Citations sur L'entropie des sentiments (8)
L’entropie. Elle n’en avait pas retenu grand-chose mais, pour la première fois, à cet instant, elle comprit le concept. Cette loi s’appliquait aussi bien aux sentiments qu’à la thermodynamique. À savoir que tout système tendait naturellement au désordre si on n’y prenait pas garde.
Son père s’assit sur le lit et lui tapota la cuisse maladroitement. Elle aurait voulu se jeter dans ses bras, se blottir contre lui et pleurer tout son soûl au creux de son cou, mais cette main mécanique qui lui enjoignait virilement de se calmer bloqua toute spontanéité. Son corps de femme était devenu transparent. Était-ce dans l’ordre des choses pour une fille de ne plus être étreinte en grandissant ? N’était-on plus censé se faire consoler ? Elle ne demandait pas grand-chose, une douceur, une main qui rassure, « allez, quoi, même un chien reçoit plus de caresses ». Kate observa le manque de chaleur et l’embarras de son père. Et elle songea que personne ne devrait jamais oublier qu’en chaque adulte sommeillait pourtant encore un enfant aux besoins de tendresse.

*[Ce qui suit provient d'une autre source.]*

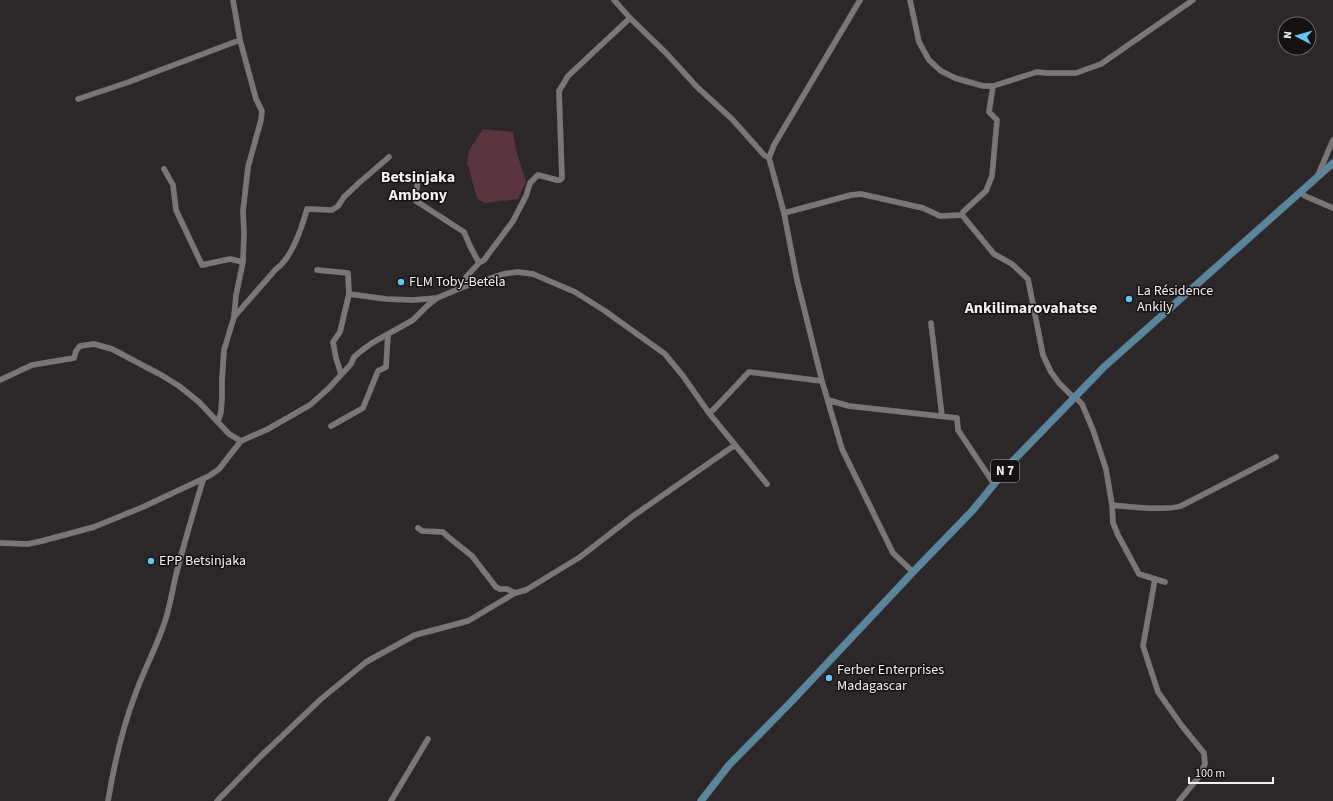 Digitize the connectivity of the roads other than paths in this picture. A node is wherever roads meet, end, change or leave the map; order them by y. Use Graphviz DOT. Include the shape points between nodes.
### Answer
graph roads {
  1 [pos="233,0"];
  2 [pos="614,0"];
  3 [pos="860,0"];
  4 [pos="910,0"];
  5 [pos="1193,0"];
  6 [pos="630,18"];
  7 [pos="240,40"];
  8 [pos="992,86"];
  9 [pos="78,99"];
  10 [pos="1333,140"];
  11 [pos="389,157"];
  12 [pos="769,158"];
  13 [pos="1333,163"];
  14 [pos="164,169"];
  15 [pos="1318,176"];
  16 [pos="418,181"];
  17 [pos="1301,192"];
  18 [pos="1333,208"];
  19 [pos="784,213"];
  20 [pos="962,215"];
  21 [pos="243,262"];
  22 [pos="479,263"];
  23 [pos="317,270"];
  24 [pos="463,287"];
  25 [pos="349,294"];
  26 [pos="437,298"];
  27 [pos="234,317"];
  28 [pos="932,323"];
  29 [pos="388,334"];
  30 [pos="340,374"];
  31 [pos="0,380"];
  32 [pos="822,381"];
  33 [pos="1075,398"];
  34 [pos="828,400"];
  35 [pos="709,413"];
  36 [pos="942,416"];
  37 [pos="218,422"];
  38 [pos="331,426"];
  39 [pos="241,441"];
  40 [pos="735,445"];
  41 [pos="1276,457"];
  42 [pos="203,480"];
  43 [pos="767,484"];
  44 [pos="994,484"];
  45 [pos="1112,505"];
  46 [pos="418,528"];
  47 [pos="0,543"];
  48 [pos="913,572"];
  49 [pos="1155,579"];
  50 [pos="1165,582"];
  51 [pos="515,593"];
  52 [pos="428,739"];
  53 [pos="108,801"];
  54 [pos="217,801"];
  55 [pos="391,801"];
  56 [pos="700,801"];
  57 [pos="1179,801"];
  1 -- 7 [label="street"];
  2 -- 6 [label="street"];
  3 -- 12 [label="street" via="774,144"];
  4 -- 8 [label="street" via="919,42 929,60 941,71 955,78"];
  5 -- 8 [label="street" via="1101,64 1076,73 1037,72"];
  6 -- 12 [label="street"];
  6 -- 22 [label="street" via="568,76 561,87 559,95 562,178 557,180 538,175 530,183 513,221"];
  7 -- 9 [label="street"];
  7 -- 21 [label="street" via="256,99 262,111 248,167 243,211"];
  8 -- 20 [label="street" via="989,112 997,120 992,176 986,191"];
  10 -- 15 [label="street"];
  11 -- 27 [label="street" via="332,210 307,209 289,255"];
  12 -- 19 [label="street"];
  13 -- 15 [label="main road, N 7"];
  14 -- 21 [label="street" via="173,185 176,210 202,264 230,259"];
  15 -- 17 [label="main road, N 7"];
  16 -- 22 [label="street" via="416,201 464,232"];
  17 -- 18 [label="street"];
  17 -- 33 [label="main road, N 7" via="1104,367"];
  19 -- 20 [label="street" via="861,194 923,208 940,216"];
  19 -- 32 [label="street" via="796,280"];
  20 -- 33 [label="street" via="994,254 1012,264 1028,279 1043,355 1059,383"];
  21 -- 27 [label="street"];
  22 -- 24 [label="street" via="466,277"];
  23 -- 25 [label="street" via="348,273"];
  24 -- 26 [label="street"];
  24 -- 35 [label="street" via="503,274 518,272 533,274 575,292 665,354"];
  25 -- 26 [label="street" via="386,299"];
  25 -- 30 [label="street" via="340,332 333,342"];
  26 -- 29 [label="street" via="413,320"];
  27 -- 37 [label="street" via="224,350 222,405"];
  28 -- 36 [label="street"];
  29 -- 30 [label="street" via="361,351"];
  29 -- 38 [label="street" via="386,367 378,371 363,408"];
  30 -- 39 [label="street" via="323,394 310,404 268,429"];
  31 -- 37 [label="street" via="32,365 74,358 80,346 94,344 112,349 179,386"];
  32 -- 34 [label="street"];
  32 -- 35 [label="street" via="749,372"];
  33 -- 44 [label="main road, N 7"];
  33 -- 45 [label="street" via="1082,404 1102,456"];
  34 -- 36 [label="street" via="849,406"];
  34 -- 48 [label="street" via="842,449 893,553"];
  35 -- 40 [label="street"];
  36 -- 44 [label="street" via="957,418 958,430"];
  37 -- 39 [label="street" via="229,434"];
  39 -- 42 [label="street" via="219,469"];
  40 -- 43 [label="street"];
  40 -- 51 [label="street" via="645,507 580,557 526,590"];
  41 -- 45 [label="street" via="1181,506 1174,508"];
  42 -- 47 [label="street" via="94,527 28,544"];
  42 -- 53 [label="street" via="163,628 134,695 112,774"];
  44 -- 48 [label="main road, N 7" via="973,510"];
  45 -- 49 [label="street" via="1113,523 1140,574"];
  46 -- 51 [label="street" via="422,531 443,532 472,556 496,586"];
  48 -- 56 [label="main road, N 7" via="729,765"];
  49 -- 50 [label="street"];
  49 -- 57 [label="street" via="1143,646 1158,692 1204,753 1205,764 1198,778"];
  51 -- 54 [label="street" via="468,621 415,635 366,662 321,699"];
  52 -- 55 [label="street"];
} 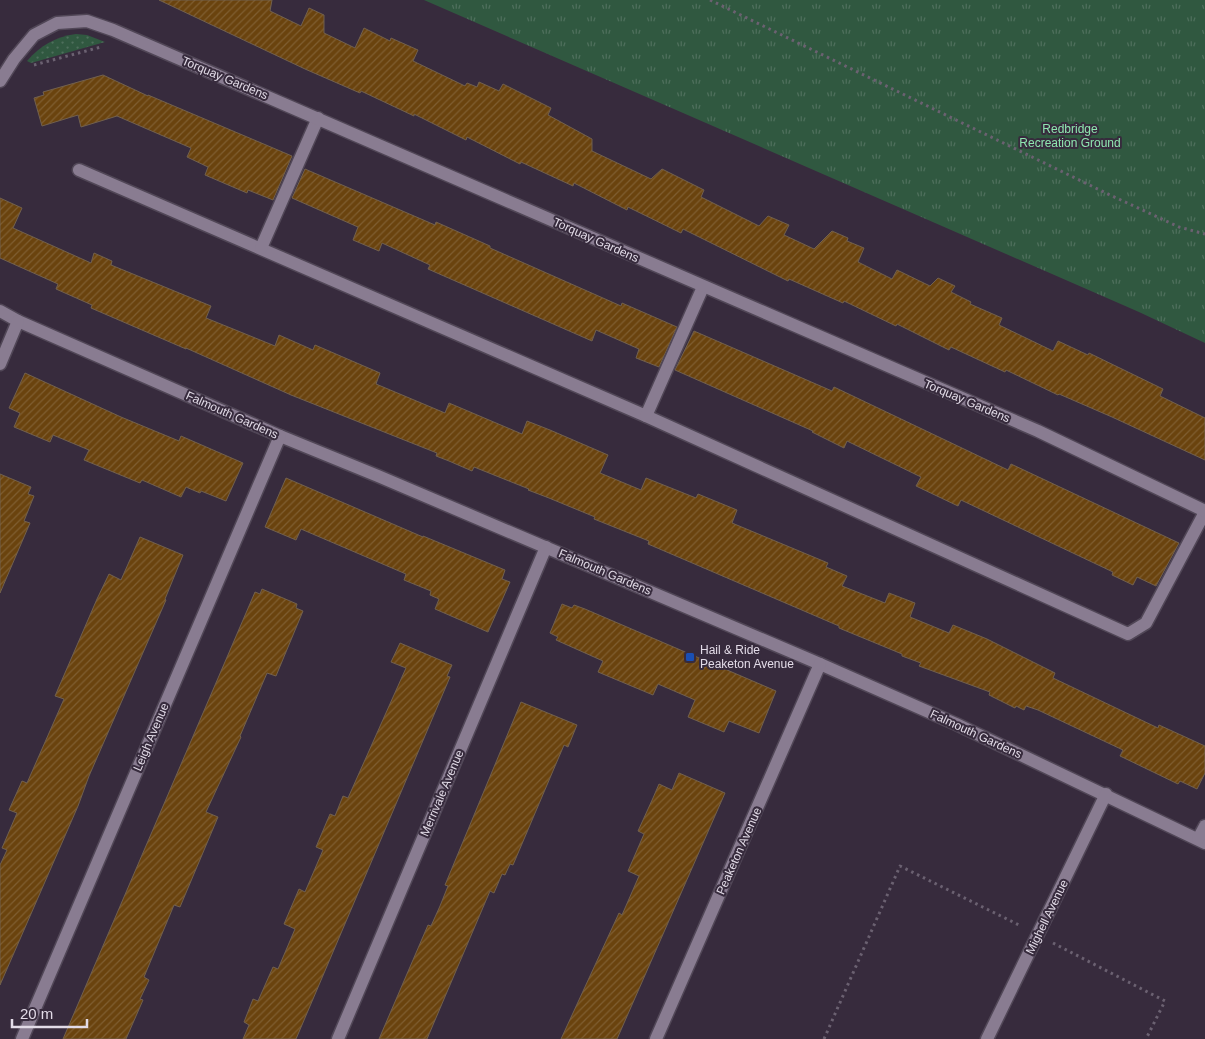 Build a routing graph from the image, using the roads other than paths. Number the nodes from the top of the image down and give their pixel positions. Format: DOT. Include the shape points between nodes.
graph roads {
  1 [pos="0,81"];
  2 [pos="318,118"];
  3 [pos="79,170"];
  4 [pos="261,248"];
  5 [pos="703,287"];
  6 [pos="0,311"];
  7 [pos="18,322"];
  8 [pos="0,364"];
  9 [pos="646,416"];
  10 [pos="280,436"];
  11 [pos="1205,511"];
  12 [pos="546,547"];
  13 [pos="820,664"];
  14 [pos="1106,794"];
  15 [pos="1205,826"];
  16 [pos="1201,841"];
  17 [pos="22,1039"];
  18 [pos="338,1039"];
  19 [pos="656,1039"];
  20 [pos="987,1039"];
  1 -- 2 [label="street, Torquay Gardens" via="34,35 57,23 87,21"];
  2 -- 4 [label="street"];
  2 -- 5 [label="street, Torquay Gardens"];
  3 -- 4 [label="street"];
  4 -- 9 [label="street"];
  5 -- 9 [label="street"];
  5 -- 11 [label="street, Torquay Gardens" via="1038,431"];
  6 -- 7 [label="street, Falmouth Gardens"];
  7 -- 8 [label="street"];
  7 -- 10 [label="street, Falmouth Gardens"];
  9 -- 11 [label="street" via="1128,634 1146,623"];
  10 -- 12 [label="street, Falmouth Gardens"];
  10 -- 17 [label="street, Leigh Avenue"];
  12 -- 13 [label="street, Falmouth Gardens"];
  12 -- 18 [label="street, Merrivale Avenue"];
  13 -- 14 [label="street, Falmouth Gardens"];
  13 -- 19 [label="street, Peaketon Avenue"];
  14 -- 16 [label="street, Falmouth Gardens"];
  14 -- 20 [label="street, Mighell Avenue"];
  15 -- 16 [label="street"];
}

Elle ne l’oublierait pas. « Ça non. Jamais. » (p.54)
- On n’a qu’une seule famille dans la vie, tu sais ? Alors, ça vaut la peine de faire des efforts pour améliorer la situation. Par contre, si tu te rends compte que tu es la seule à te battre, alors, il faudra peut-être envisager de voler de tes propres ailes…
- Partir ?
- Prendre de la distance. Regarder les choses de loin pour moins souffrir. Te protéger avant de vouloir protéger les autres. Te replacer au centre de ta vie. (pp.107-108)
Les rôles étaient distribués depuis le début. Kate était l'aînée, la responsable, la gentille, la compréhensive. Pour garder ce statut, il fallait se tenir bien, être polie, ne pas faire de vagues, ne pas ajouter au chagrin que la maison contenait déjà.
- De quoi te plains-tu encore? Tu ne manges pas à ta faim? Tu te prends des coups? Tu manques de quoi, hein?
- Mais oui je me plains. Je n’en peux plus. Je suis quoi moi dans tout ça? Elle est où ma place?
- Tu n’as pas le droit de dire ça! Tu es injuste! On a tout fait pour que tu sois bien!
- Y a pas que le ménage et la bouffe, maman. T’es bouchée ou quoi? Il est où l’amour? Elle est où la tendresse? La complicité? Et l’écoute? Et le dialogue? Ça fait des mois qu’on ne se parle plus et que tu te braques à chaque fois qu’on te contrarie.
- Et puis c’est quoi une famille normale ?
- Une famille qui s’aime quand même malgré les emmerdes, qui ne s’avoue pas vaincue, qui se serre les coudes, qui se tient chaud, qui se défend, c’est une sorte de volonté commune, un…
- C’est dans les films ça Kate.
- Mais y en a qui y arrivent, Papa.
Son corps de femme était devenu transparent. Était-ce dans l’ordre des choses pour une fille de ne plus être étreinte en grandissant ? N’était-on plus censé se faire consoler ? Elle ne demandait pas grand-chose, une douceur, une main qui rassure, allez quoi, même un chien reçoit plus de caresses. Kate observa le manque de chaleur et l'embarras de son père. Et elle songea que personne ne devrait jamais oublier qu’un chaque adulte sommeillait pourtant encore un enfant aux besoins de tendresse.
Elle comprit que la droiture de sa mère avait déteint sur elle, qu’elle avait mis en place les mêmes mécanismes de défense et de protection. Serrer les dents, mentir et se tenir droite pour ne jamais montrer ses failles était devenu son seul héritage.